Critics noticed Brooks’ hard-boiled character, and the edge she brought to an otherwise atypical role. Radie Harris of the New York
Morning Telegraph wrote,
“Louise Brooks is in the cast and that is something to grow ecstatic
about. Christened with the preposterous name of Snuggles Joy, she is the
most entrancing crook that ever pulled a Holt. No wonder the city went
wild.”
Gordon Hillman of the
Boston Daily Advertiser wrote
“Another distinct ornament of the cast is Louise Brooks, who lends
considerable vividness to her portrait of a lady of the underworld. In
fact, she gives so good an interpretation of the part that Marietta
Millner, supposedly the feminine lead, actually relapses into only
secondary importance.”
Brooks was so good that she out shown Millner, who had appeared earlier in the year with Meighan in the Cruze directed film
We’re All Gamblers.
“Louise Brooks, who plays the crook’s girl, is better looking, more
attractive and a better actress than Marietta Millner, the district
attorney’s jeune fille, and in real life Tommy probably would have
preferred her to Marietta,” wrote Stanley Orne in the
Portland Oregonian. “Louise
Brooks, the pert flapper, completely shadows the more important role
allotted to Marietta Millner, and the ‘girl of Gunner Gallagher’ brief
as her part is, is a far more intriguing character than the society girl
of Miss Millner,” added Leona Pollack of the
Omaha World Herald.
The City Gone Wild was officially released November 12, 1927, with a stated length of 6 reels (5,408 feet), or approximately 60 minutes. [Pre-release Paramount production records list the film length at 6 reels (5,601 feet) for the domestic release, and 6 reels (5,390 feet) for the foreign release.] The film opened across the United States on November 6, 1927, with screenings in Atlanta, Georgia, Boston, Massachusetts, San Francisco, California and elsewhere.

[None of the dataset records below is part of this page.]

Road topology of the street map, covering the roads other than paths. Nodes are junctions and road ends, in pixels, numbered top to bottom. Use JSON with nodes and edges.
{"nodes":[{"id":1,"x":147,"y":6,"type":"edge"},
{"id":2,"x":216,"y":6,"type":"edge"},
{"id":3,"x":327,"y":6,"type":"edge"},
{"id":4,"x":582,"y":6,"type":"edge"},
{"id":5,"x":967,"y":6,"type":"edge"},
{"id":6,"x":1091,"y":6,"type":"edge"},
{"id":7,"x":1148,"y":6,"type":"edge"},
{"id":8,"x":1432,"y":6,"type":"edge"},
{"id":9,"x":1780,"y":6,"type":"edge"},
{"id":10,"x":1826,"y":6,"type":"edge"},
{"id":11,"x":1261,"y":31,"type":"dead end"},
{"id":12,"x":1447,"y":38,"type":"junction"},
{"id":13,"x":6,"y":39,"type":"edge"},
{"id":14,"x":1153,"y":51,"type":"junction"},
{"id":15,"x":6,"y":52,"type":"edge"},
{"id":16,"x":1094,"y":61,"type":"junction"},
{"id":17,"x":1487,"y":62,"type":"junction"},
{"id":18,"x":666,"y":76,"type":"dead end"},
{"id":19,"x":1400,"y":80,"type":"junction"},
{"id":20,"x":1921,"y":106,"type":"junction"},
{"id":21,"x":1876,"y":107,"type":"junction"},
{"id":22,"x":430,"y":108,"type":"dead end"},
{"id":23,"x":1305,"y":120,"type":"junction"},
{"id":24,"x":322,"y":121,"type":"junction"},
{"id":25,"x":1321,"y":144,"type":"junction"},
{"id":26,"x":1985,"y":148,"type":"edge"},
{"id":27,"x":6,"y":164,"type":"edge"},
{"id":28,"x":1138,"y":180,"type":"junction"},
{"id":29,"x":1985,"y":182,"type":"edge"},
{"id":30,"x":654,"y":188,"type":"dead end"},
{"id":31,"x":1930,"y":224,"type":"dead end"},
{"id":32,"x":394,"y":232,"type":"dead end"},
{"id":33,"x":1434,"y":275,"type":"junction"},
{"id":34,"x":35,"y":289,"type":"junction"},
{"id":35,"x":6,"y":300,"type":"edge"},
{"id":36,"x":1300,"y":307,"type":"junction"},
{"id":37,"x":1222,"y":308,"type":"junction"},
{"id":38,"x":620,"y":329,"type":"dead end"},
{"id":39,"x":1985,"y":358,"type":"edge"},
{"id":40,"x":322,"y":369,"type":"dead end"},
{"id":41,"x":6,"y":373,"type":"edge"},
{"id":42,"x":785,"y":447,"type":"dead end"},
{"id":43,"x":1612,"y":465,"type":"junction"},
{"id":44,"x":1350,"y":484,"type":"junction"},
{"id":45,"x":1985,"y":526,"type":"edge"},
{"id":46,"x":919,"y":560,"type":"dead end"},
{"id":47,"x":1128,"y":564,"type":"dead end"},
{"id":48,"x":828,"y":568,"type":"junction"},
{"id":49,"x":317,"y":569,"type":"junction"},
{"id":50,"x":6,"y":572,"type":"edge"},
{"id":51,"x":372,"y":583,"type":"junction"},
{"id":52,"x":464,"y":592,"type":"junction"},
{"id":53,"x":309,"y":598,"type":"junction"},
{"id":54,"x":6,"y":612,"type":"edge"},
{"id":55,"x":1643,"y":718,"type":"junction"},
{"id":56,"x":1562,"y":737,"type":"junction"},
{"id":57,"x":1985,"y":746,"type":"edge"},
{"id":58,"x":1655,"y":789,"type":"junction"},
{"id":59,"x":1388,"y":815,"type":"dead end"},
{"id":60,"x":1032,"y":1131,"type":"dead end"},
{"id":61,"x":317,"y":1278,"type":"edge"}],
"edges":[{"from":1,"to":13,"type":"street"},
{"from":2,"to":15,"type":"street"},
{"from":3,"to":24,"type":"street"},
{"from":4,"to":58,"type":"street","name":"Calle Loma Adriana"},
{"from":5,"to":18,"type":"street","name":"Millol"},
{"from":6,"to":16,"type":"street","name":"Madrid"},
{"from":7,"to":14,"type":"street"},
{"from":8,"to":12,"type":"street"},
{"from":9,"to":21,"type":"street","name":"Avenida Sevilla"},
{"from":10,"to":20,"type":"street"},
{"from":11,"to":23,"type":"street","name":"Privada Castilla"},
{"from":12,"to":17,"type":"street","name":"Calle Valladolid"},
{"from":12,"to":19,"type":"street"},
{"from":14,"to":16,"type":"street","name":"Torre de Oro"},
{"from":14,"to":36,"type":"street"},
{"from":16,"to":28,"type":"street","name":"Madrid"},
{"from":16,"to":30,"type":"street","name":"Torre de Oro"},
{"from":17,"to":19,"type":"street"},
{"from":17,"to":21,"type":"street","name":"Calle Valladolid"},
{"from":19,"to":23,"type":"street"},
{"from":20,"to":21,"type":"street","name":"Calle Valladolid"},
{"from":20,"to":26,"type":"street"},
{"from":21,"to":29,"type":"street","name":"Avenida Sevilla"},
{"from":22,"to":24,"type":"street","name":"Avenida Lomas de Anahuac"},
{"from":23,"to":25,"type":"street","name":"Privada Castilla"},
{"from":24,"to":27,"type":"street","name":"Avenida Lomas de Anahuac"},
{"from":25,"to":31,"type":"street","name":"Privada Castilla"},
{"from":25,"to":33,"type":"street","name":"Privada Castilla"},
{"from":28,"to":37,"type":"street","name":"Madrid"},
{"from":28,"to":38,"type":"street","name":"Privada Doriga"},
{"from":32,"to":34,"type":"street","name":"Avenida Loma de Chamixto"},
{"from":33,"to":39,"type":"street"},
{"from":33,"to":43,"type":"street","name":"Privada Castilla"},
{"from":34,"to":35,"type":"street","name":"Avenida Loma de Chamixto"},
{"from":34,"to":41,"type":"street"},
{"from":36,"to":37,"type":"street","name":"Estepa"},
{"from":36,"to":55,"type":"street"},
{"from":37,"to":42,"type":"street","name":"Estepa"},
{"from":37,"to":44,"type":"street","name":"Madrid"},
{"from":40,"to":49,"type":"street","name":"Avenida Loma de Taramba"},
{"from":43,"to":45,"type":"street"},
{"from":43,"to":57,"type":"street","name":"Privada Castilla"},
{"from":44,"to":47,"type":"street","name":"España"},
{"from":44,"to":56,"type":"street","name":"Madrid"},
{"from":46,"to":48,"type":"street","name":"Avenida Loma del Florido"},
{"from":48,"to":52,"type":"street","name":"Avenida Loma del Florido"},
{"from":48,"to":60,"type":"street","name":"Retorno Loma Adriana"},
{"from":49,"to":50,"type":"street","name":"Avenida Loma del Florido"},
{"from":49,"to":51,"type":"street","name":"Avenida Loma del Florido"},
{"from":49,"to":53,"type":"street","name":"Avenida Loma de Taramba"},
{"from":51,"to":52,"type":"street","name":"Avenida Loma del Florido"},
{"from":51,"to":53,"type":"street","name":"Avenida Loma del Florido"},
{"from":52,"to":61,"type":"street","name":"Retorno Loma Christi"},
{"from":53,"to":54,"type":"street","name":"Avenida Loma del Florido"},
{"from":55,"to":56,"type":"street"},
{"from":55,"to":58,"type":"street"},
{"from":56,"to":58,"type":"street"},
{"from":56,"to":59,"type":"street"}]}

The City Gone Wild is considered lost. The film was shown in Fairbanks, Alaska as late as January, 1930, and was largely extant as recently as 1971. In his 1990 book,
Behind the Mask of Innocence, Kevin Brownlow wrote, “David Shepard, then with the American Film Institute’s archive program, had a list of 35mm nitrate prints held in a vault Paramount had forgotten it had. He asked me which title I would select, out of all of them, to look at right away. I said
The City Gone Wild. He called Paramount to bring it out of the vaults for our collection that afternoon. The projectionist went to pick it up. ‘O, there was some powder on that,’ said the vault keeper ‘We threw it away.’ The film had been unspooled into a tank of water (recommended procedure
for decomposing nitrate). Shepard complained officially to Paramount,
who promised it would not happen again. He tried to rescue it, even from
its watery grave, but a salvage company had carted it off by the time
he got there.” In June of 2016, I spoke with David Shepard about the demise of the film. He confirmed this account, and recalled grimly that Paramount would, at the
time, discard any film which showed any degree of decomposition.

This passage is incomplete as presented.